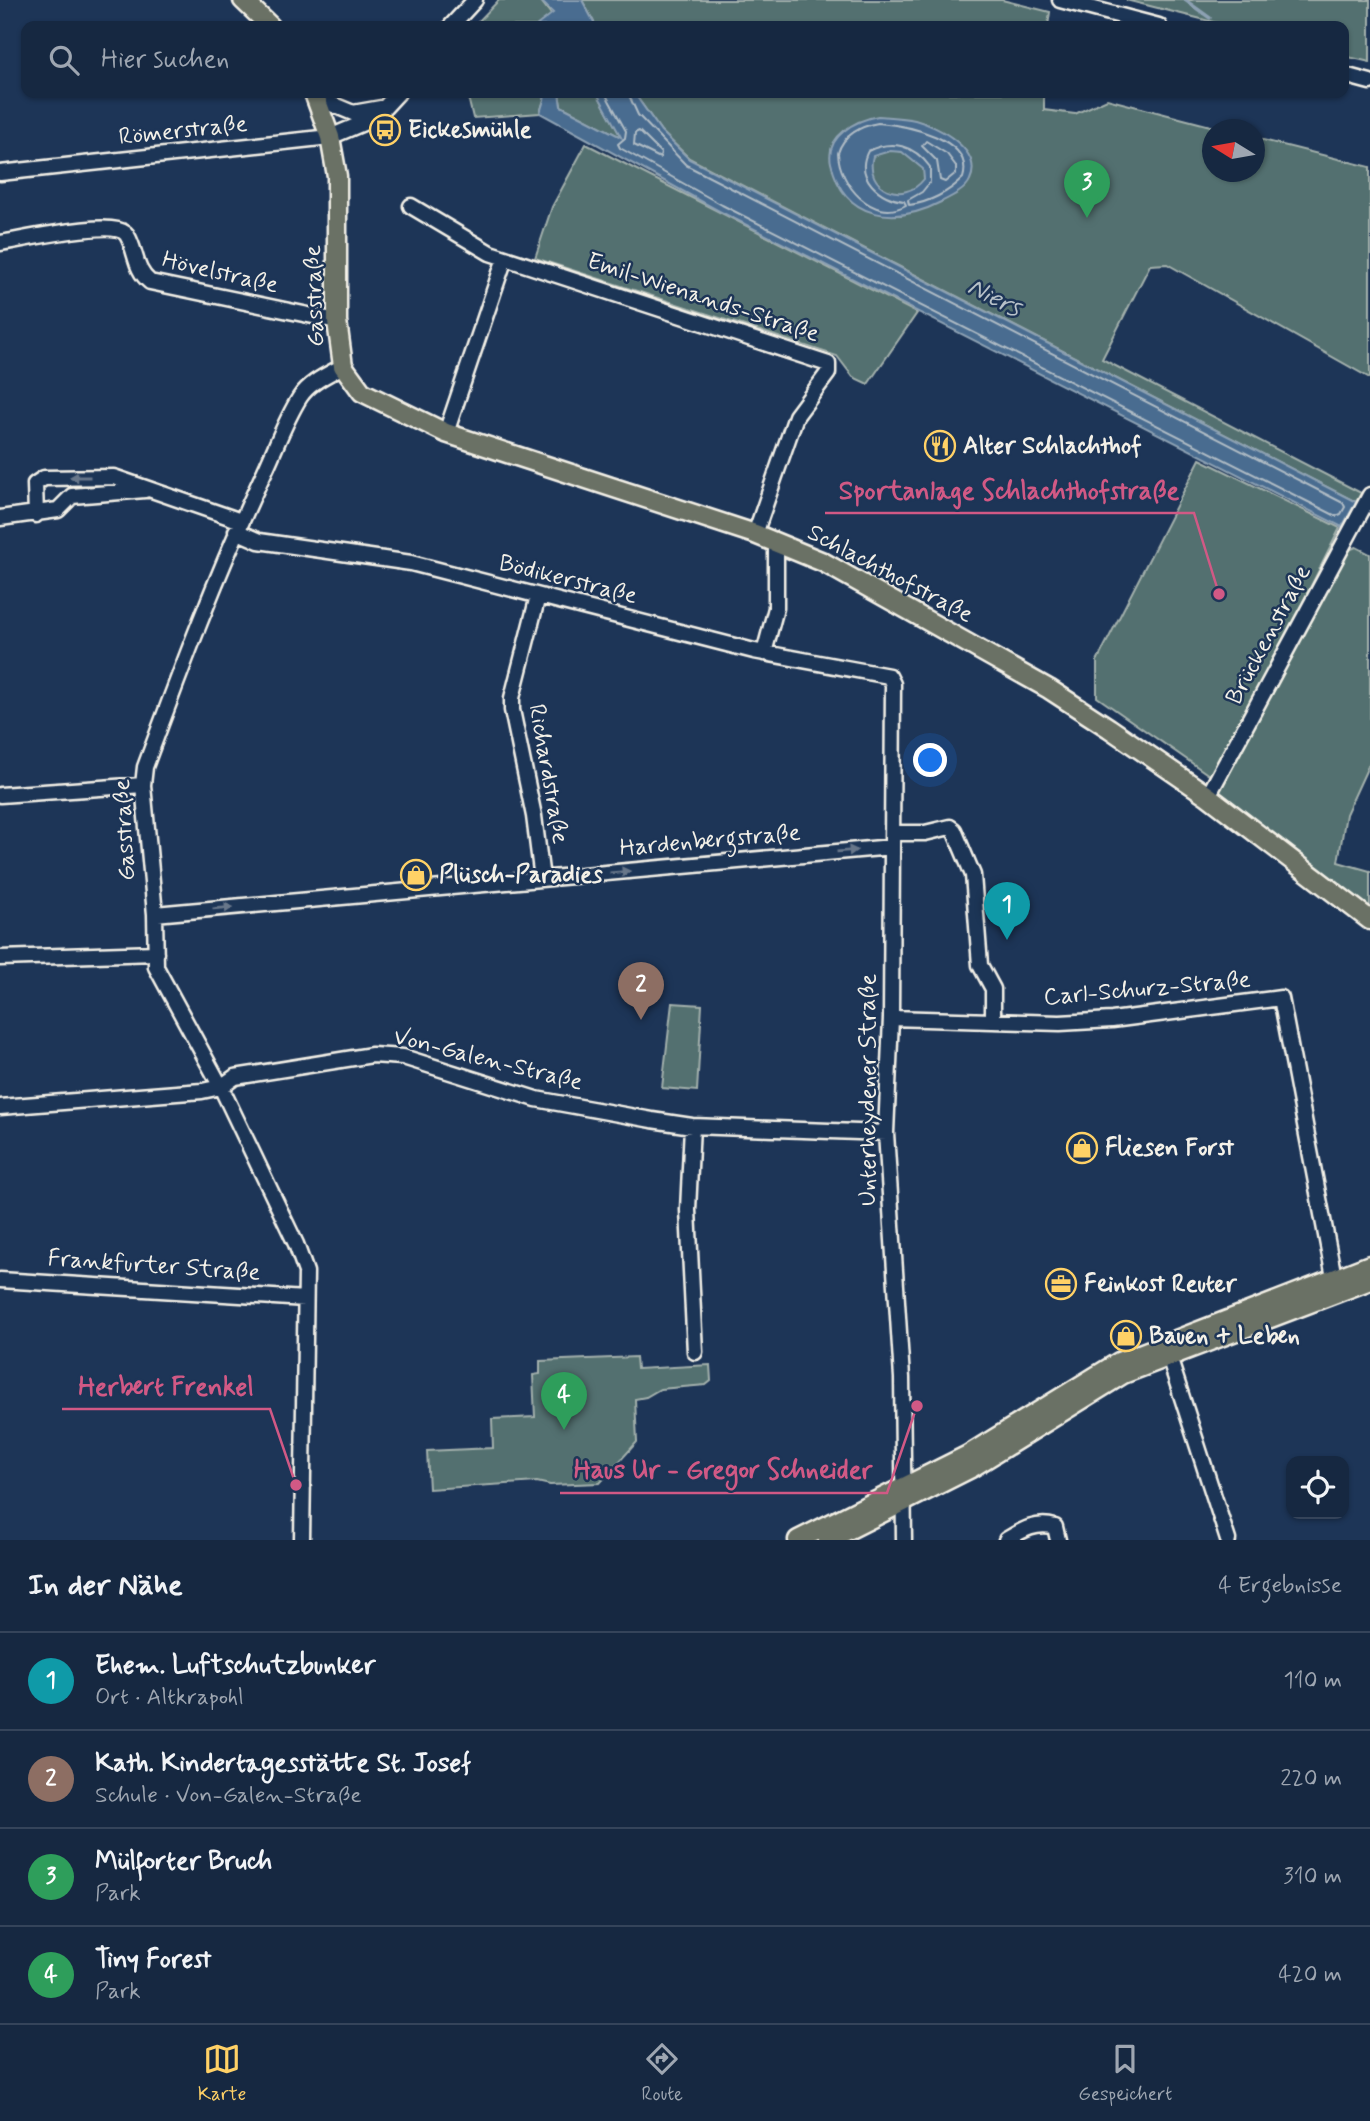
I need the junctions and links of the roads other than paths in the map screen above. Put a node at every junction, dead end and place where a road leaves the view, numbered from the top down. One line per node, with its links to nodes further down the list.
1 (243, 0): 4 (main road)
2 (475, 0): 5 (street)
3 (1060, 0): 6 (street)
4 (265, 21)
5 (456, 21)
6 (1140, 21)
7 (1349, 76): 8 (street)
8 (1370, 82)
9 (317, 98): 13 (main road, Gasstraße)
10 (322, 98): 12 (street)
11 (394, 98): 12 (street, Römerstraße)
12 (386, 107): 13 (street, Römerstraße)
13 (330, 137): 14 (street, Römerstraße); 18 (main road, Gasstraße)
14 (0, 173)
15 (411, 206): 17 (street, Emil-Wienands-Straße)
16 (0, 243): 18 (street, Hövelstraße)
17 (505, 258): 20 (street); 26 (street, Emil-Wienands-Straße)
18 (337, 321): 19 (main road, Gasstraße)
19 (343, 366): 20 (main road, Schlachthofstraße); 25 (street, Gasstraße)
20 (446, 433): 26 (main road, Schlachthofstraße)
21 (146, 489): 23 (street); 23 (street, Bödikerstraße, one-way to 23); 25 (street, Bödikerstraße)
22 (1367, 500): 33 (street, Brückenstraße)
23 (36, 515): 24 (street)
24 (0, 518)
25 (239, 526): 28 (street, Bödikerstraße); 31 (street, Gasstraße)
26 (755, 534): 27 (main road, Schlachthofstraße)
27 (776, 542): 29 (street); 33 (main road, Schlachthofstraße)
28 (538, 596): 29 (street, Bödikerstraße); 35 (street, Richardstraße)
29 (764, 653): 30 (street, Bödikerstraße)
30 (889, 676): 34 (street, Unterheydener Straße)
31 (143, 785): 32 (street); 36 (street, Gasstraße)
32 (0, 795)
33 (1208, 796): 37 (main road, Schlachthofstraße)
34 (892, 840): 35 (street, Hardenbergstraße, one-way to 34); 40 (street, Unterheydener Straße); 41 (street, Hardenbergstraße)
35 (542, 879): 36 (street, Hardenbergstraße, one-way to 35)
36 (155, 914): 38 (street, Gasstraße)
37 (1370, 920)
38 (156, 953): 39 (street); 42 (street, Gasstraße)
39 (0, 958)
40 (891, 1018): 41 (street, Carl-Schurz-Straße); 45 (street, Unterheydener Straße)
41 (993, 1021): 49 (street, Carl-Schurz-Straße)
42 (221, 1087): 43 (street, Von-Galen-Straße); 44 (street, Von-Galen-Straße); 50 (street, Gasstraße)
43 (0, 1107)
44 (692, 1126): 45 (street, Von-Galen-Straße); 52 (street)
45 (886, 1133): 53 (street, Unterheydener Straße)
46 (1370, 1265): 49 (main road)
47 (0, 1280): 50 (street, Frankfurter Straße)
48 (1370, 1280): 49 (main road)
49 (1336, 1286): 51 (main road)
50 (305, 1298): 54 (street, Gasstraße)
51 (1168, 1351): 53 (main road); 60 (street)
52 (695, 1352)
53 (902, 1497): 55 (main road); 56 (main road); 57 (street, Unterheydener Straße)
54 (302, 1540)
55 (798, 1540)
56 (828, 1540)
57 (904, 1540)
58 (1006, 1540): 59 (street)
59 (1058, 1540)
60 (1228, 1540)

+ + + +

▶ **PROBLEM TO SOLVE**:
When you write out the material, reproduce each line exactly and omit any picture it holds.

▶ **RESPONSE TO THE TASK**:
I need the junctions and links of the roads other than paths in the map screen above. Put a node at every junction, dead end and place where a road leaves the view, numbered from the top down. One line per node, with its links to nodes further down the list.
1 (243, 0): 4 (main road)
2 (475, 0): 5 (street)
3 (1060, 0): 6 (street)
4 (265, 21)
5 (456, 21)
6 (1140, 21)
7 (1349, 76): 8 (street)
8 (1370, 82)
9 (317, 98): 13 (main road, Gasstraße)
10 (322, 98): 12 (street)
11 (394, 98): 12 (street, Römerstraße)
12 (386, 107): 13 (street, Römerstraße)
13 (330, 137): 14 (street, Römerstraße); 18 (main road, Gasstraße)
14 (0, 173)
15 (411, 206): 17 (street, Emil-Wienands-Straße)
16 (0, 243): 18 (street, Hövelstraße)
17 (505, 258): 20 (street); 26 (street, Emil-Wienands-Straße)
18 (337, 321): 19 (main road, Gasstraße)
19 (343, 366): 20 (main road, Schlachthofstraße); 25 (street, Gasstraße)
20 (446, 433): 26 (main road, Schlachthofstraße)
21 (146, 489): 23 (street); 23 (street, Bödikerstraße, one-way to 23); 25 (street, Bödikerstraße)
22 (1367, 500): 33 (street, Brückenstraße)
23 (36, 515): 24 (street)
24 (0, 518)
25 (239, 526): 28 (street, Bödikerstraße); 31 (street, Gasstraße)
26 (755, 534): 27 (main road, Schlachthofstraße)
27 (776, 542): 29 (street); 33 (main road, Schlachthofstraße)
28 (538, 596): 29 (street, Bödikerstraße); 35 (street, Richardstraße)
29 (764, 653): 30 (street, Bödikerstraße)
30 (889, 676): 34 (street, Unterheydener Straße)
31 (143, 785): 32 (street); 36 (street, Gasstraße)
32 (0, 795)
33 (1208, 796): 37 (main road, Schlachthofstraße)
34 (892, 840): 35 (street, Hardenbergstraße, one-way to 34); 40 (street, Unterheydener Straße); 41 (street, Hardenbergstraße)
35 (542, 879): 36 (street, Hardenbergstraße, one-way to 35)
36 (155, 914): 38 (street, Gasstraße)
37 (1370, 920)
38 (156, 953): 39 (street); 42 (street, Gasstraße)
39 (0, 958)
40 (891, 1018): 41 (street, Carl-Schurz-Straße); 45 (street, Unterheydener Straße)
41 (993, 1021): 49 (street, Carl-Schurz-Straße)
42 (221, 1087): 43 (street, Von-Galen-Straße); 44 (street, Von-Galen-Straße); 50 (street, Gasstraße)
43 (0, 1107)
44 (692, 1126): 45 (street, Von-Galen-Straße); 52 (street)
45 (886, 1133): 53 (street, Unterheydener Straße)
46 (1370, 1265): 49 (main road)
47 (0, 1280): 50 (street, Frankfurter Straße)
48 (1370, 1280): 49 (main road)
49 (1336, 1286): 51 (main road)
50 (305, 1298): 54 (street, Gasstraße)
51 (1168, 1351): 53 (main road); 60 (street)
52 (695, 1352)
53 (902, 1497): 55 (main road); 56 (main road); 57 (street, Unterheydener Straße)
54 (302, 1540)
55 (798, 1540)
56 (828, 1540)
57 (904, 1540)
58 (1006, 1540): 59 (street)
59 (1058, 1540)
60 (1228, 1540)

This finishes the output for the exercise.